A SAR point-set is sampled from the extracted double bounce lines.

Fig. 5.

(left) SAR image segmentation result with the extracted far-range boundary of segments (blue) overlaid on it; (middle) SAR amplitude image with the extracted far-range boundary of segments (blue) overlaid on it; (right) SAR amplitude image with extracted far-range boundary of segments (blue) and the double bounce line (red) overlaid on it. Apparently there is a bias between the far-range segment boundary and the double bounce line that needs to be estimated. (For interpretation of the references to colour in this figure legend, the reader is referred to the web version of this article.)

2.1.2. Features extraction from GIS data: the near-range boundary

We found that the corresponding features in the GIS building footprint that are also visible in the SAR image are the “sensor-visible” edges in GIS polygons, which represent the bottom of the illuminated facade in 3-D.

The visibility of polygon edges can be tested via the angle between the sensor line of sight and the edge normal direction. Let $\overrightarrow{n}$ be the outward normal vector of an edge in a GIS polygon, $\overrightarrow{r}$ be the vector in range direction, and $\delta$ be the angle between them clockwise from $\overrightarrow{r},\delta \in [0°,360°)$. According to $\delta$ and polygon geometry, we have the following three visibility cases, as illustrated in Fig. 6 (a)(b): (1) Visible: $\delta \in (90°,270°)$, and the edge locates at the near-range side of the exterior boundary; (2) Invisible: $\delta \in [0°,90°]$, or $\delta \in [270°,360°)$; (3) Partially visible: $\delta \in (90°,270°)$, and the edge locates at the far-range side of the exterior boundary, or at the interior boundary. The partially visible edges are often not visible in the SAR image due to layover and shadow. Therefore, they are not extracted as features.
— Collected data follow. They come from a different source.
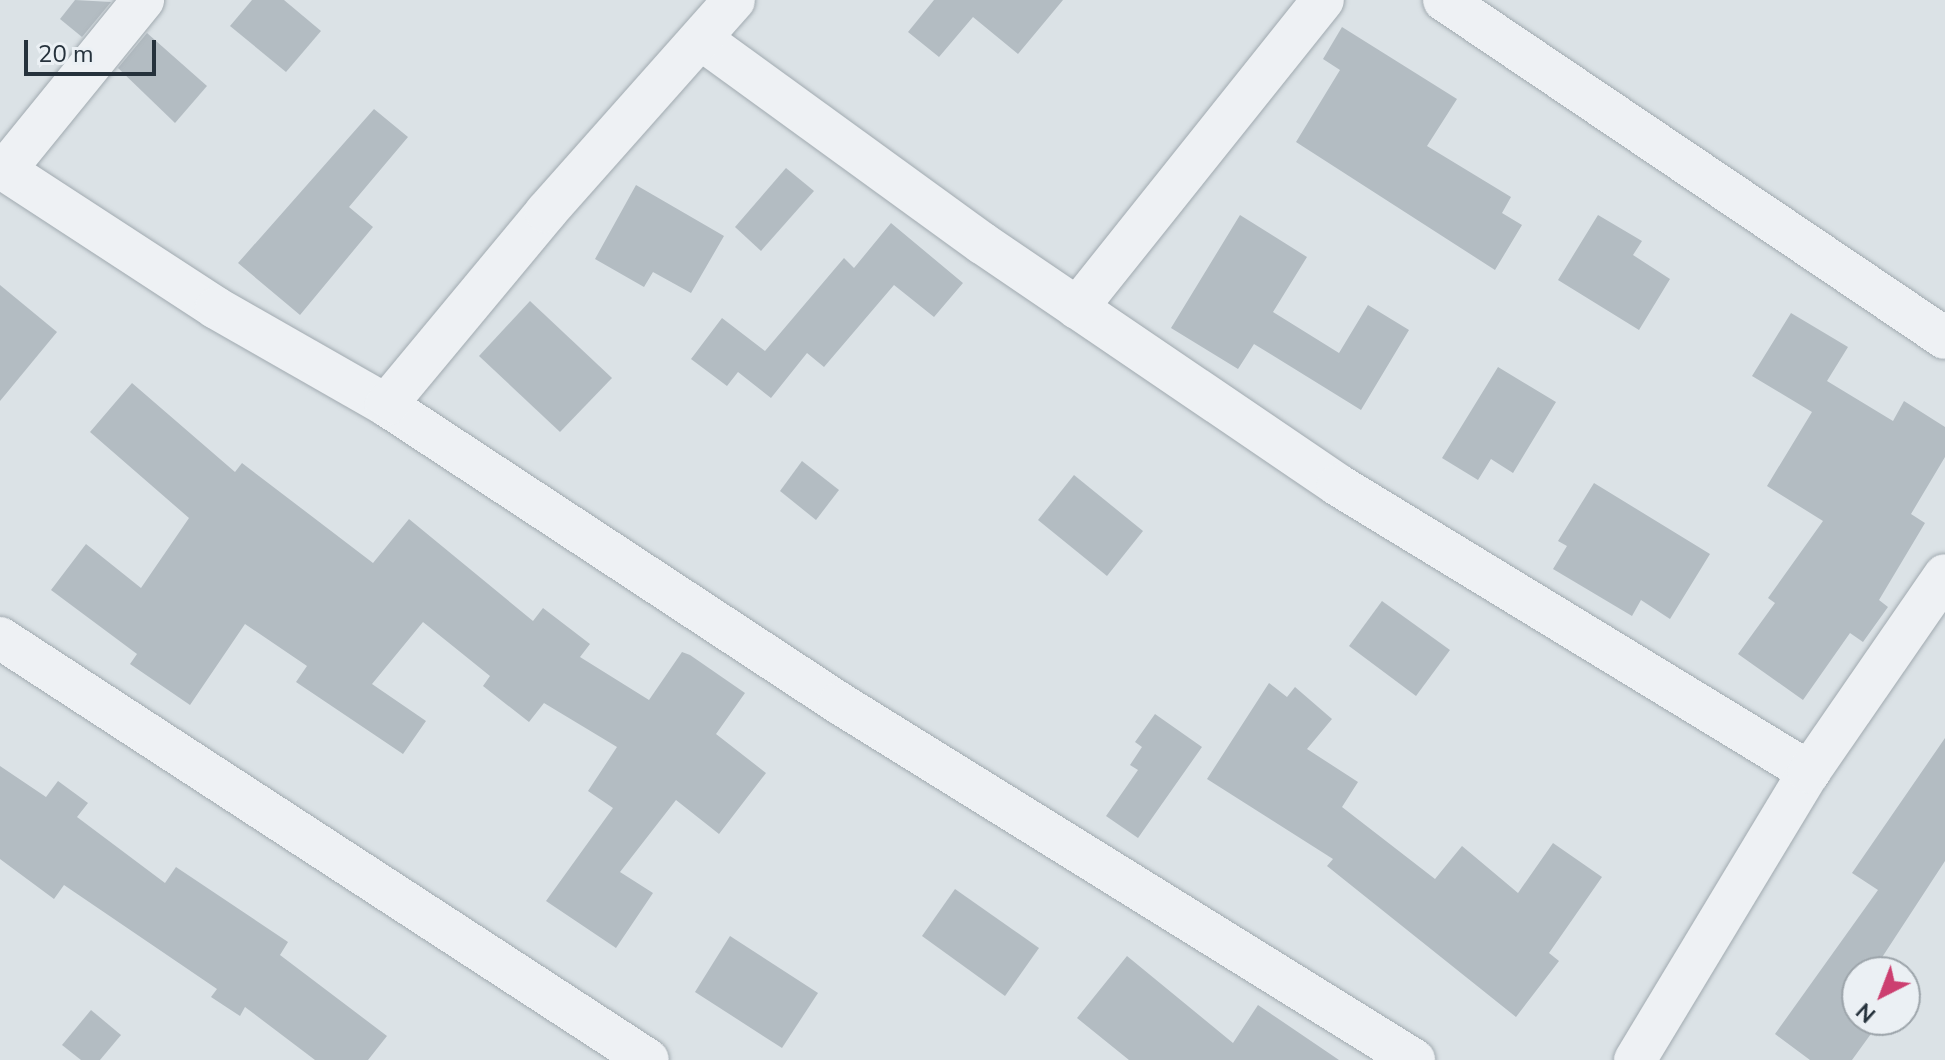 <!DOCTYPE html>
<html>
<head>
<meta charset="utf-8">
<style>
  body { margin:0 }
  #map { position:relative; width:1945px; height:1060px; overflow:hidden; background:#dbe2e6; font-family:"Nunito Sans",sans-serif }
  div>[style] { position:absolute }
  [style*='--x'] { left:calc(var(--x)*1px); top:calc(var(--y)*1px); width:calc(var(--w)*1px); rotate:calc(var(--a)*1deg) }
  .building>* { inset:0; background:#b3bcc2 }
  .roads { filter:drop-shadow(0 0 2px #a1aab0) drop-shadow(0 0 2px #a1aab0) }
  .street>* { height:42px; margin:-21px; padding:0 21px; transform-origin:21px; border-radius:21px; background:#eef1f4 }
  span { translate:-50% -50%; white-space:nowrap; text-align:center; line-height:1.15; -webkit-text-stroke:6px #ebf0f4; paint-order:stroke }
  .north { position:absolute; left:1841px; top:956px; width:80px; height:80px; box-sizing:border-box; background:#ebf0f4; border:2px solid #9ca4aa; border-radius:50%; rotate:222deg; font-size:22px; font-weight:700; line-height:32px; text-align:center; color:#26323c }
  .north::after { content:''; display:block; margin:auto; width:28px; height:36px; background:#cc3f70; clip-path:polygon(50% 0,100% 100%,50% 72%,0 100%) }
  .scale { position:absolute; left:24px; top:40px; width:132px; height:36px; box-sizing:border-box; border:4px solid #26323c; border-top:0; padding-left:10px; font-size:24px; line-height:28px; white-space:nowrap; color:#26323c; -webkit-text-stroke:6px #ebf0f4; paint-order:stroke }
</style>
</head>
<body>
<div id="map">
  <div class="building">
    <i style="clip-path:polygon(75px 0,111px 2px,82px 37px,60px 19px)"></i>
    <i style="clip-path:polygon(252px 0,284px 0,321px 31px,286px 72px,230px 26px)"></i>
    <i style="clip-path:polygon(934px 0,1063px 0,1018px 54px,973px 17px,939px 57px,908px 32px)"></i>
    <i style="clip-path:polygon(1342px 27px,1457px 99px,1427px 146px,1511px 197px,1502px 213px,1522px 225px,1495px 270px,1296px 142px,1340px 70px,1323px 59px)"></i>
    <i style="clip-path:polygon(147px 33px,207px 86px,175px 123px,118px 68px)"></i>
    <i style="clip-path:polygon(374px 109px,408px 137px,349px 207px,373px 227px,300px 315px,238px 263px)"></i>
    <i style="clip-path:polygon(786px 168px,814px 191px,761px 251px,735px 227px)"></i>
    <i style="clip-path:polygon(636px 185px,724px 236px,691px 293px,653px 272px,644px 287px,595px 259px)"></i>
    <i style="clip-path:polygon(1240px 215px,1307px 257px,1273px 312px,1339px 353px,1368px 305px,1409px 330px,1361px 410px,1254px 344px,1238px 369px,1171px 328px)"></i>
    <i style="clip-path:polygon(1598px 215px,1642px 241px,1633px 255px,1670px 279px,1639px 330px,1558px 280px)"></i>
    <i style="clip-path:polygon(891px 223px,963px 283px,934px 317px,894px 285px,824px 367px,807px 353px,771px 398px,738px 372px,727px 386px,691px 359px,722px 318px,765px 351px,844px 258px,854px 268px)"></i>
    <i style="clip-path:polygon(0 285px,57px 332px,0 401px)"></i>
    <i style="clip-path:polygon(530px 301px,612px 378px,560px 432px,479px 356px)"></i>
    <i style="clip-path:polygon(1791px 313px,1848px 347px,1827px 381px,1893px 421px,1904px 401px,1945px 427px,1945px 457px,1911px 514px,1925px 523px,1879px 600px,1888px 607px,1863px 642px,1850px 633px,1803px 700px,1738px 654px,1775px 603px,1768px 598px,1823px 521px,1767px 486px,1812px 412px,1752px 376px)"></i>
    <i style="clip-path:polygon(1498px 367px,1556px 402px,1513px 473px,1491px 459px,1478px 480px,1442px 458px)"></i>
    <i style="clip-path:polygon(132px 383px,235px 472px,242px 463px,373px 563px,409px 519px,533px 621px,543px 608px,590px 644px,580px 657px,649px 700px,682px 652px,690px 655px,745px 693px,716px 734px,766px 773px,719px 834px,676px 800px,620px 872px,653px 893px,616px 948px,546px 901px,613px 808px,588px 791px,617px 747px,544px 703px,529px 722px,483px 686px,490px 676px,423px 622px,372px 684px,426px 721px,403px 754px,296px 682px,307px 666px,245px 624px,190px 705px,130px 664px,137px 654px,51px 590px,86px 544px,141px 588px,189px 518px,90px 432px)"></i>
    <i style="clip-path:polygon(802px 461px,839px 490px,816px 520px,780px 491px)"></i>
    <i style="clip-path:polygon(1074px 475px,1143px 531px,1107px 576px,1038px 520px)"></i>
    <i style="clip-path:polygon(1594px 483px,1710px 554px,1670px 619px,1641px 600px,1632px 616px,1553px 569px,1567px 546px,1558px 541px)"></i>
    <i style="clip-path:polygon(1382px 601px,1450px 650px,1416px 696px,1349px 646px)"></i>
    <i style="clip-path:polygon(1269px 683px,1287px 697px,1295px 687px,1332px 719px,1307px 749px,1358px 782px,1342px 807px,1435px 879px,1462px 846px,1518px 893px,1553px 843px,1602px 877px,1549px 953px,1559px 961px,1516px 1017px,1327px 866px,1333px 859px,1207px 779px)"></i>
    <i style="clip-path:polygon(1155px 714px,1202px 747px,1138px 838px,1106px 816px,1138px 770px,1130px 765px,1142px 747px,1135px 742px)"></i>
    <i style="clip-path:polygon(1945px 738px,1945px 861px,1879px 962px,1893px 972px,1857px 972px,1857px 1020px,1881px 1020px,1852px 1060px,1810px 1060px,1775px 1034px,1878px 890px,1852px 873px)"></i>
    <i style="clip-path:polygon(0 766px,46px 797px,58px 781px,88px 803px,77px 817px,165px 883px,176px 867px,288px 942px,280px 955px,387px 1036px,368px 1060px,315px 1060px,245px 1007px,240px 1016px,211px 997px,217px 989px,64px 885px,54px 899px,0 859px)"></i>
    <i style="clip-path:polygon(955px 889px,1039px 948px,1005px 996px,922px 936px)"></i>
    <i style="clip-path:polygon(730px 936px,818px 993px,782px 1048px,695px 992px)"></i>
    <i style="clip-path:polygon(1127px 956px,1233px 1043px,1258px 1005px,1339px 1060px,1129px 1060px,1077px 1018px)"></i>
    <i style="clip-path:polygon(91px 1010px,121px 1035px,100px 1060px,81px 1060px,62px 1045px)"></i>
  </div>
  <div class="roads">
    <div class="street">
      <i style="--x:1444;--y:0;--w:604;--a:34.01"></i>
      <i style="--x:701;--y:39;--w:347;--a:36"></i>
      <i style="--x:982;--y:243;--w:430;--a:34.2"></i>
      <i style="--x:1338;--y:485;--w:552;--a:31.36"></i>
      <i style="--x:0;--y:167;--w:258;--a:33.1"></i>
      <i style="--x:216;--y:308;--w:196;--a:29.7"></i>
      <i style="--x:386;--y:405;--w:542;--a:33.34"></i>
      <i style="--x:839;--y:703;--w:677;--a:31.83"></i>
      <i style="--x:5;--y:170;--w:219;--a:-50.9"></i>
      <i style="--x:1077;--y:308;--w:394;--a:-51.4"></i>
      <i style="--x:386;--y:405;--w:251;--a:-50.3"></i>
      <i style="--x:546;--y:212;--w:283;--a:-48.4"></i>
      <i style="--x:0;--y:638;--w:773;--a:33.07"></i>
      <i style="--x:1635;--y:1060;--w:336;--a:-58.9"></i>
      <i style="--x:1809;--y:772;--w:239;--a:-55.4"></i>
    </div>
  </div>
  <div class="north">N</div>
  <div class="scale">20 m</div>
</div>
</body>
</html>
More details are discussed in Section 4.2.

Fig. 6.

Visibility test: building polygons in a range-azimuth coordinate system (nadir-view). (a) and (b) show two isolated building polygons: $\overrightarrow{n}$ is the outward normal vector of an edge in building polygons, $\overrightarrow{r}$ is the vector in range direction, and $\delta$ is the angle between $\overrightarrow{r}$ and $\overrightarrow{n}$. $\delta \in (90°,270°)$ holds for the red and orange edges: the red edges are visible, as they are at the near-range side, while the orange edges are partially visible, as they are at the far-range side. The green edges are sensor invisible, as $\delta \in (90°,270°)$ does not hold. (c) shows two connected building polygons (red and blue) that should be merged to eliminate the connecting edges (the red dash lines in (d)). (e) shows the merged polygon from (c). The orange edges located at the interior boundary in (d) are partially visible. (For interpretation of the references to colour in this figure legend, the reader is referred to the web version of this article.)

The above visibility test is designed for isolated polygons, e.g., the polygons in Fig. 6(a) and (b). Sometimes, two polygons are connected, e.g., in Fig. 6(c). In such cases, the connected polygons are merged into a single polygon before the visibility test is performed, as shown in Fig. 6(c) and (e).

Finally, the GIS point-set is sampled from the extracted GIS features, which are to be used for registration.

2.2. Feature registration

As introduced in Section 1, height error $\delta H$ causes a range error of $\delta L=\delta \mathit{Hcos}\theta$. Due to terrain variation, as well as different accuracy of each GIS building footprint, the shift is not constant over a whole city. However, we consider the shift to be constant for individual building instances. Consequently, the registration problem is rigid at the polygon level, but non-rigid at the global level.

However, many building polygons cannot be registered at the polygon level, since there many not be sufficient SAR points to perform a registration. To this end, a three-step registration strategy is proposed: first, a global registration is performed to recover a global transformation that brings the two point-sets as close as possible; second, a subarea registration is performed to recover local transformation for polygons in subareas with similar height error; third, individual polygon registration is performed to recover large local transformation that is not estimated previously. The transformation is therefore rigid at each step, but altogether is non-rigid, since they target different subsets of the whole point-sets. Each registration step is explained in the following subsections.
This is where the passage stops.